**MATERIAL FOR THE TASK**
----
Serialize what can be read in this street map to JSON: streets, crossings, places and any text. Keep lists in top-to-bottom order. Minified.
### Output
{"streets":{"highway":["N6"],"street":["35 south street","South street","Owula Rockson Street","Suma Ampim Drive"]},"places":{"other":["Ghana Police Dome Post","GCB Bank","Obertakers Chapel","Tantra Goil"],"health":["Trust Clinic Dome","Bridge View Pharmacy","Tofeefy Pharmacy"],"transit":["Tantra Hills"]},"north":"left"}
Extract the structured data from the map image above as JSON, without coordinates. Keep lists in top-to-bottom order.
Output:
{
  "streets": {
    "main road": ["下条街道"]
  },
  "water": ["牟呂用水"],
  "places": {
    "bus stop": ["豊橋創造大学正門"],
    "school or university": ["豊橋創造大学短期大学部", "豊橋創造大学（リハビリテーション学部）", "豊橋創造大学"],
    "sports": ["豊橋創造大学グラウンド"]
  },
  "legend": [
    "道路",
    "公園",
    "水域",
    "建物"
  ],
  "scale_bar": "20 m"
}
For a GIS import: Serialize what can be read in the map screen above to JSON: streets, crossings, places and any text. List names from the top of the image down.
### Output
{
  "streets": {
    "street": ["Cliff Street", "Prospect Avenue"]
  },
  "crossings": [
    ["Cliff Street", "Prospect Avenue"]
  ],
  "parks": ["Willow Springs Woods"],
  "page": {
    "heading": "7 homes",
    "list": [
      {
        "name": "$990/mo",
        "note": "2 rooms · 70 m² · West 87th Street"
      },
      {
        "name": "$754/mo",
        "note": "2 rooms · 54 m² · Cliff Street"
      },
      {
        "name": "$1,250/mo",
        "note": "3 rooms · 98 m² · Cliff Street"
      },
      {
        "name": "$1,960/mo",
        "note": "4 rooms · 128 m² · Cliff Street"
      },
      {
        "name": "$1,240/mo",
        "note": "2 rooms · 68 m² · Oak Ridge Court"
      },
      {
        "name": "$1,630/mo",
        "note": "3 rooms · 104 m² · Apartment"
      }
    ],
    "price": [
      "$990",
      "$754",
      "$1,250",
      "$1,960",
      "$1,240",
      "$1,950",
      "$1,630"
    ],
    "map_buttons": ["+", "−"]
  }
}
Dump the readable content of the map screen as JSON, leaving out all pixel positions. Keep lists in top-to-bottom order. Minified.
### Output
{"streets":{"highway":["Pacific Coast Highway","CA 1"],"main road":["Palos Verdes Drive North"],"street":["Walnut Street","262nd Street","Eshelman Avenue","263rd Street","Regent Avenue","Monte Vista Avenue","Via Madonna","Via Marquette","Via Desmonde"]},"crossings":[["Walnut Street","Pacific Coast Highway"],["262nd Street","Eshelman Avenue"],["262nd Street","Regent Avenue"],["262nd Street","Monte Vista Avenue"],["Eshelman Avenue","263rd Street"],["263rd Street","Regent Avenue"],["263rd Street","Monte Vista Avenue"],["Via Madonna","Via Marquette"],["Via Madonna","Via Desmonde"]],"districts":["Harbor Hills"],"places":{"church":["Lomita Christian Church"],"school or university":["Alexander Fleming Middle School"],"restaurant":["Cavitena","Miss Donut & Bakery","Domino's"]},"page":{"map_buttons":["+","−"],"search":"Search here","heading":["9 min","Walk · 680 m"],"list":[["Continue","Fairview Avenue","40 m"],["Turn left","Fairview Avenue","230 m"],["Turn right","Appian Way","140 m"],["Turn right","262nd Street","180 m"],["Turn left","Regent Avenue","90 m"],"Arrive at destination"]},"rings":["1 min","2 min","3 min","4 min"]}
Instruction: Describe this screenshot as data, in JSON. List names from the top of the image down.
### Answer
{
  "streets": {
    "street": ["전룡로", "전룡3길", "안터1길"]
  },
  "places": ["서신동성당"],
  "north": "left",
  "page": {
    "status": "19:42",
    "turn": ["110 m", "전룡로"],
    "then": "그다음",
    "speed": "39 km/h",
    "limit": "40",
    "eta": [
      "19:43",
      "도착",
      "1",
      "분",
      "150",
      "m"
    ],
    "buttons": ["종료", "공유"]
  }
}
----
**ACTION ITEM**
Repeat the material word for word.

**ANSWER SPACE**
Serialize what can be read in this street map to JSON: streets, crossings, places and any text. Keep lists in top-to-bottom order. Minified.
### Output
{"streets":{"highway":["N6"],"street":["35 south street","South street","Owula Rockson Street","Suma Ampim Drive"]},"places":{"other":["Ghana Police Dome Post","GCB Bank","Obertakers Chapel","Tantra Goil"],"health":["Trust Clinic Dome","Bridge View Pharmacy","Tofeefy Pharmacy"],"transit":["Tantra Hills"]},"north":"left"}
Extract the structured data from the map image above as JSON, without coordinates. Keep lists in top-to-bottom order.
Output:
{
  "streets": {
    "main road": ["下条街道"]
  },
  "water": ["牟呂用水"],
  "places": {
    "bus stop": ["豊橋創造大学正門"],
    "school or university": ["豊橋創造大学短期大学部", "豊橋創造大学（リハビリテーション学部）", "豊橋創造大学"],
    "sports": ["豊橋創造大学グラウンド"]
  },
  "legend": [
    "道路",
    "公園",
    "水域",
    "建物"
  ],
  "scale_bar": "20 m"
}
For a GIS import: Serialize what can be read in the map screen above to JSON: streets, crossings, places and any text. List names from the top of the image down.
### Output
{
  "streets": {
    "street": ["Cliff Street", "Prospect Avenue"]
  },
  "crossings": [
    ["Cliff Street", "Prospect Avenue"]
  ],
  "parks": ["Willow Springs Woods"],
  "page": {
    "heading": "7 homes",
    "list": [
      {
        "name": "$990/mo",
        "note": "2 rooms · 70 m² · West 87th Street"
      },
      {
        "name": "$754/mo",
        "note": "2 rooms · 54 m² · Cliff Street"
      },
      {
        "name": "$1,250/mo",
        "note": "3 rooms · 98 m² · Cliff Street"
      },
      {
        "name": "$1,960/mo",
        "note": "4 rooms · 128 m² · Cliff Street"
      },
      {
        "name": "$1,240/mo",
        "note": "2 rooms · 68 m² · Oak Ridge Court"
      },
      {
        "name": "$1,630/mo",
        "note": "3 rooms · 104 m² · Apartment"
      }
    ],
    "price": [
      "$990",
      "$754",
      "$1,250",
      "$1,960",
      "$1,240",
      "$1,950",
      "$1,630"
    ],
    "map_buttons": ["+", "−"]
  }
}
Dump the readable content of the map screen as JSON, leaving out all pixel positions. Keep lists in top-to-bottom order. Minified.
### Output
{"streets":{"highway":["Pacific Coast Highway","CA 1"],"main road":["Palos Verdes Drive North"],"street":["Walnut Street","262nd Street","Eshelman Avenue","263rd Street","Regent Avenue","Monte Vista Avenue","Via Madonna","Via Marquette","Via Desmonde"]},"crossings":[["Walnut Street","Pacific Coast Highway"],["262nd Street","Eshelman Avenue"],["262nd Street","Regent Avenue"],["262nd Street","Monte Vista Avenue"],["Eshelman Avenue","263rd Street"],["263rd Street","Regent Avenue"],["263rd Street","Monte Vista Avenue"],["Via Madonna","Via Marquette"],["Via Madonna","Via Desmonde"]],"districts":["Harbor Hills"],"places":{"church":["Lomita Christian Church"],"school or university":["Alexander Fleming Middle School"],"restaurant":["Cavitena","Miss Donut & Bakery","Domino's"]},"page":{"map_buttons":["+","−"],"search":"Search here","heading":["9 min","Walk · 680 m"],"list":[["Continue","Fairview Avenue","40 m"],["Turn left","Fairview Avenue","230 m"],["Turn right","Appian Way","140 m"],["Turn right","262nd Street","180 m"],["Turn left","Regent Avenue","90 m"],"Arrive at destination"]},"rings":["1 min","2 min","3 min","4 min"]}
Instruction: Describe this screenshot as data, in JSON. List names from the top of the image down.
### Answer
{
  "streets": {
    "street": ["전룡로", "전룡3길", "안터1길"]
  },
  "places": ["서신동성당"],
  "north": "left",
  "page": {
    "status": "19:42",
    "turn": ["110 m", "전룡로"],
    "then": "그다음",
    "speed": "39 km/h",
    "limit": "40",
    "eta": [
      "19:43",
      "도착",
      "1",
      "분",
      "150",
      "m"
    ],
    "buttons": ["종료", "공유"]
  }
}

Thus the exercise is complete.